Xiu Xia Lin v. Mukasey, 534 F.3d 162, 167 (2d Cir. 2008) (per curiam); accord Hong Fei Gao, 891 F.3d at 76.
Here, the IJ reasonably relied in part on discrepancies in Singh’s evidence in finding him not credible, including inconsistencies with respect to whether his assailants threatened to kill him during the 2014 attack, whether he reported the attacks to police, and what injuries he suffered. See 8 U.S.C. § 1158(b)(1)(B)(iii); see also Hong Fei Gao, 891 F.3d at 78–79 (providing that the agency may rely on the omission of facts if “those facts are ones that a credible petitioner would reasonably have been expected to disclose under the relevant circumstances”).
The weight attributed to those discrepancies was bolstered by Singh’s evasive, unresponsive, and changing testimony when confronted with the inconsistencies.

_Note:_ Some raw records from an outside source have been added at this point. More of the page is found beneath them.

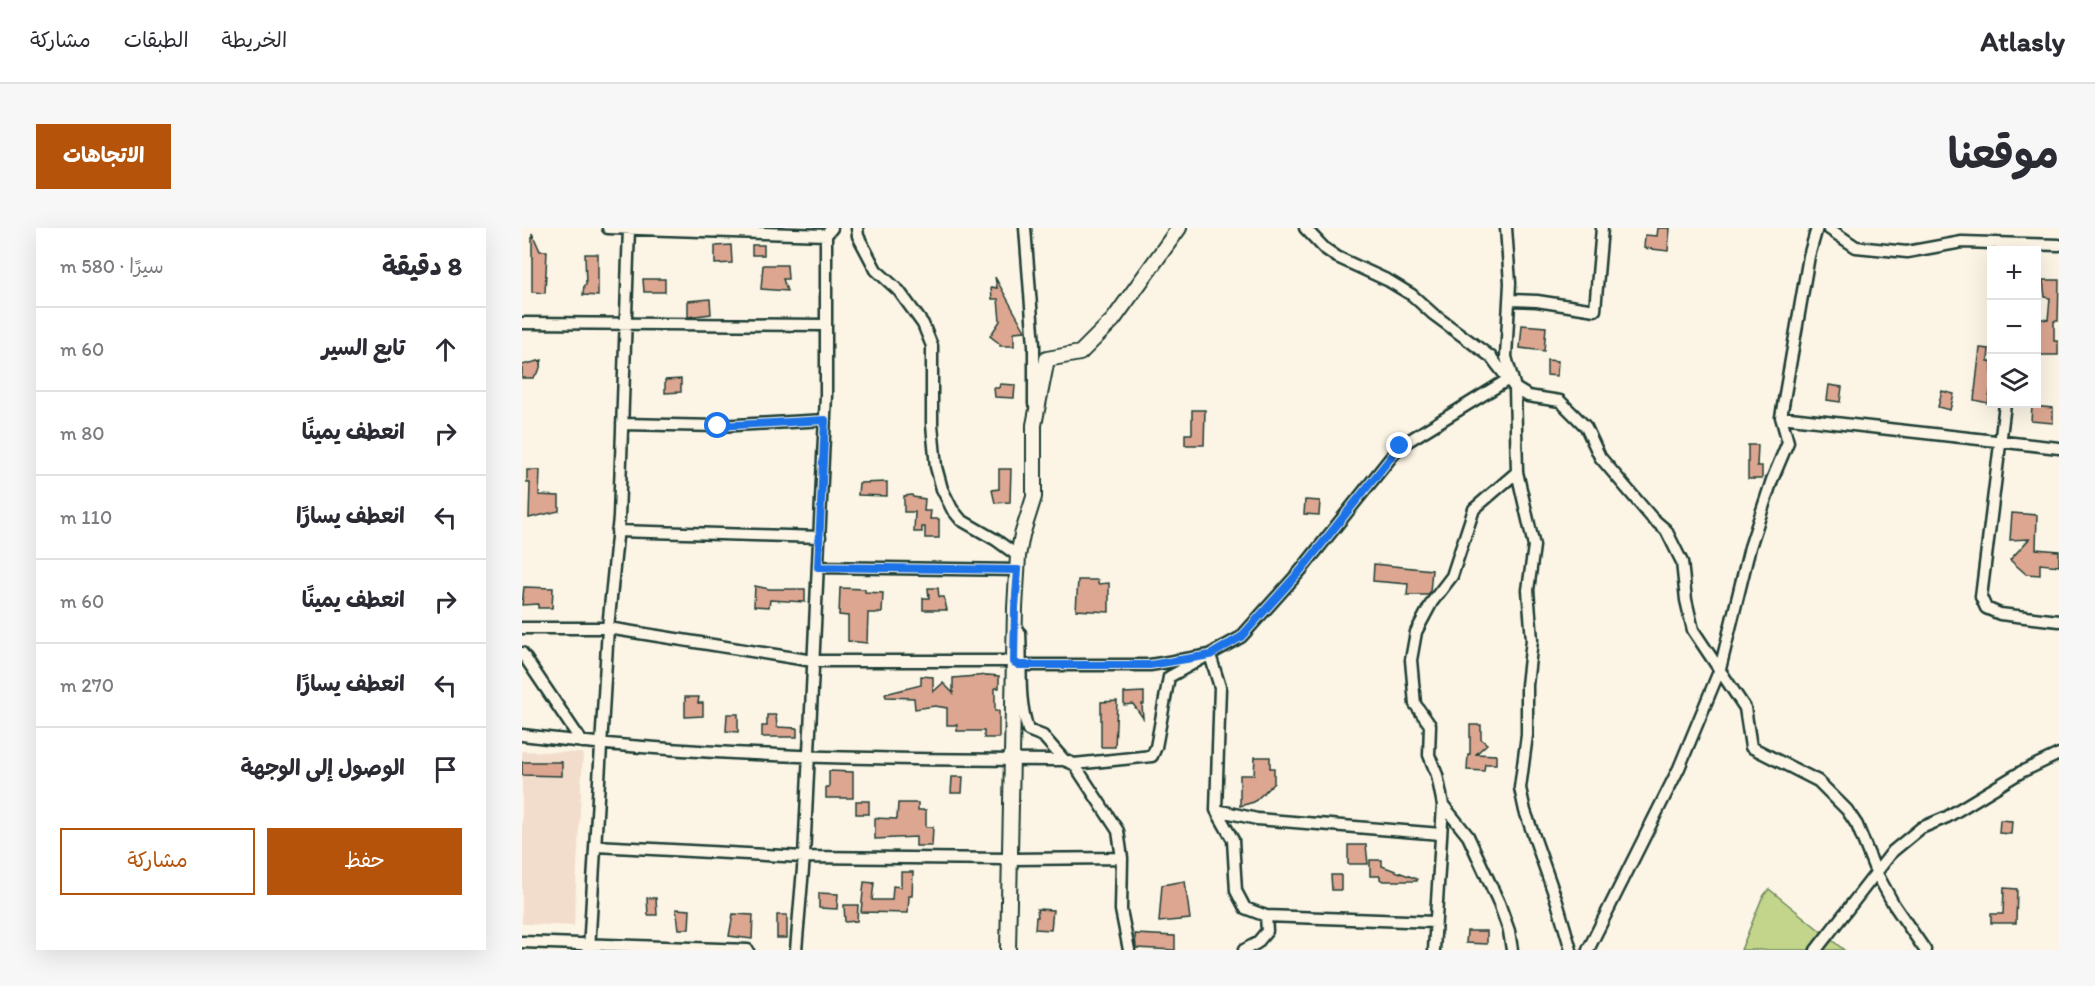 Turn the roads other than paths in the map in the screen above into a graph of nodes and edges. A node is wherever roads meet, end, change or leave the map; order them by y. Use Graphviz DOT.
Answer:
graph roads {
  1 [pos="609,228"];
  2 [pos="628,228"];
  3 [pos="857,228"];
  4 [pos="1025,228"];
  5 [pos="1179,228"];
  6 [pos="1305,228"];
  7 [pos="1506,228"];
  8 [pos="1602,228"];
  9 [pos="1817,228"];
  10 [pos="1828,228"];
  11 [pos="829,232"];
  12 [pos="2059,245"];
  13 [pos="2005,246"];
  14 [pos="2038,246"];
  15 [pos="1509,300"];
  16 [pos="522,323"];
  17 [pos="625,324"];
  18 [pos="826,325"];
  19 [pos="1512,381"];
  20 [pos="2006,408"];
  21 [pos="1781,417"];
  22 [pos="825,420"];
  23 [pos="622,424"];
  24 [pos="1034,425"];
  25 [pos="2002,442"];
  26 [pos="2059,448"];
  27 [pos="1517,472"];
  28 [pos="617,531"];
  29 [pos="820,537"];
  30 [pos="1018,563"];
  31 [pos="818,567"];
  32 [pos="2059,621"];
  33 [pos="522,628"];
  34 [pos="608,628"];
  35 [pos="522,653"];
  36 [pos="1210,655"];
  37 [pos="813,661"];
  38 [pos="1017,663"];
  39 [pos="1720,669"];
  40 [pos="522,735"];
  41 [pos="582,742"];
  42 [pos="601,744"];
  43 [pos="2059,754"];
  44 [pos="807,756"];
  45 [pos="1013,760"];
  46 [pos="1069,762"];
  47 [pos="1443,805"];
  48 [pos="1216,810"];
  49 [pos="1441,834"];
  50 [pos="596,846"];
  51 [pos="804,857"];
  52 [pos="1122,858"];
  53 [pos="1010,860"];
  54 [pos="1876,872"];
  55 [pos="1266,916"];
  56 [pos="1435,922"];
  57 [pos="522,942"];
  58 [pos="589,948"];
  59 [pos="748,950"];
  60 [pos="796,950"];
  61 [pos="1008,950"];
  62 [pos="1129,950"];
  63 [pos="1244,950"];
  64 [pos="1434,950"];
  65 [pos="1512,950"];
  66 [pos="1571,950"];
  67 [pos="1588,950"];
  68 [pos="1815,950"];
  69 [pos="1925,950"];
  1 -- 2 [label="street"];
  2 -- 11 [label="street"];
  2 -- 17 [label="street"];
  3 -- 30 [label="street"];
  4 -- 24 [label="street"];
  5 -- 24 [label="street"];
  6 -- 19 [label="street"];
  7 -- 15 [label="street"];
  8 -- 15 [label="street"];
  9 -- 21 [label="street"];
  10 -- 13 [label="street"];
  11 -- 18 [label="street"];
  12 -- 14 [label="street"];
  15 -- 19 [label="street"];
  16 -- 17 [label="street"];
  17 -- 18 [label="street"];
  17 -- 23 [label="street"];
  18 -- 22 [label="street"];
  19 -- 27 [label="street"];
  19 -- 36 [label="street"];
  19 -- 39 [label="street"];
  20 -- 25 [label="street"];
  21 -- 25 [label="street"];
  21 -- 39 [label="street"];
  22 -- 23 [label="street"];
  22 -- 29 [label="street"];
  23 -- 28 [label="street"];
  24 -- 30 [label="street"];
  25 -- 26 [label="street"];
  25 -- 32 [label="street"];
  27 -- 47 [label="street"];
  27 -- 66 [label="street"];
  28 -- 29 [label="street"];
  28 -- 34 [label="street"];
  29 -- 31 [label="street"];
  30 -- 31 [label="street"];
  30 -- 38 [label="street"];
  31 -- 37 [label="street"];
  33 -- 34 [label="street"];
  34 -- 37 [label="street"];
  34 -- 42 [label="street"];
  35 -- 41 [label="street"];
  36 -- 38 [label="street"];
  36 -- 46 [label="street"];
  36 -- 48 [label="street"];
  37 -- 38 [label="street"];
  37 -- 44 [label="street"];
  38 -- 45 [label="street"];
  38 -- 46 [label="street"];
  39 -- 54 [label="street"];
  39 -- 67 [label="street"];
  40 -- 41 [label="street"];
  41 -- 42 [label="street"];
  42 -- 44 [label="street"];
  42 -- 50 [label="street"];
  43 -- 54 [label="street"];
  44 -- 45 [label="street"];
  44 -- 51 [label="street"];
  45 -- 46 [label="street"];
  45 -- 53 [label="street"];
  46 -- 52 [label="street"];
  47 -- 49 [label="street"];
  47 -- 65 [label="street"];
  48 -- 49 [label="street"];
  48 -- 55 [label="street"];
  49 -- 56 [label="street"];
  50 -- 51 [label="street"];
  50 -- 58 [label="street"];
  51 -- 53 [label="street"];
  51 -- 60 [label="street"];
  52 -- 53 [label="street"];
  52 -- 62 [label="street"];
  53 -- 61 [label="street"];
  54 -- 68 [label="street"];
  54 -- 69 [label="street"];
  55 -- 56 [label="street"];
  55 -- 63 [label="street"];
  56 -- 64 [label="street"];
  57 -- 58 [label="street"];
  58 -- 59 [label="street"];
}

See Jin Chen v. U.S. Dep’t of Just., 426 F.3d 104, 113 (2d Cir. 2005) (“giv[ing] particular deference to credibility determinations that are based on the adjudicator’s observation of the applicant’s demeanor”); see also Li Hua Lin v. U.S. Dep’t of Just., 453 F.3d 99, 109 (2d Cir. 2006) (“We can be . . . more confident in our review of observations about an applicant’s demeanor where, as here, they are supported by specific examples of inconsistent testimony.”).
The IJ also did not err in finding Singh’s late-filed amended statement questionable given that it detailed, for the first time, a 2014 police visit only after the Attorney General clarified in a published opinion that such evidence was necessary for asylum claims based on harm by private actors. 1 See Siewe v. Gonzales, 480 F.3d 160, 168–69 (2d Cir. 2007) (“The speculation that inheres in inference is not ‘bald’ if the inference is made available to the factfinder by record facts, or even a single fact, viewed in the light of common sense and ordinary experience.”).
Taken together, the inconsistencies, omissions, and Singh’s evasive and nonresponsive answers about them provide substantial evidence for the adverse credibility determination. See 8 U.S.C. § 1158(b)(1)(B)(iii); Xiu Xia Lin, 534 F.3d at 167. Moreover, the adverse credibility determination is dispositive because all three forms of relief are based on the same factual predicate. See Hong Fei Gao, 891 F.3d at 76 (“Where the same factual predicate underlies a petitioner’s claims for asylum, withholding of removal, and protection under the CAT, an adverse credibility determination forecloses all three forms of relief.”).
As the Government argues, Singh did not exhaust on appeal to the BIA challenges to the IJ’s decision not to admit his late-filed evidence or the findings related to that evidence. See Ud Din v. Garland, 72 F.4th 411, 419–20 & n.2 (2d Cir. 2023) (recognizing that issue exhaustion is mandatory when the Government raises it). Nevertheless, we note that Singh’s amended statement would not likely have rehabilitated his credibility as it did not resolve certain evidentiary discrepancies or his evasiveness.
For the foregoing reasons, the petition for review is DENIED. All pending motions and applications are DENIED and stays VACATED.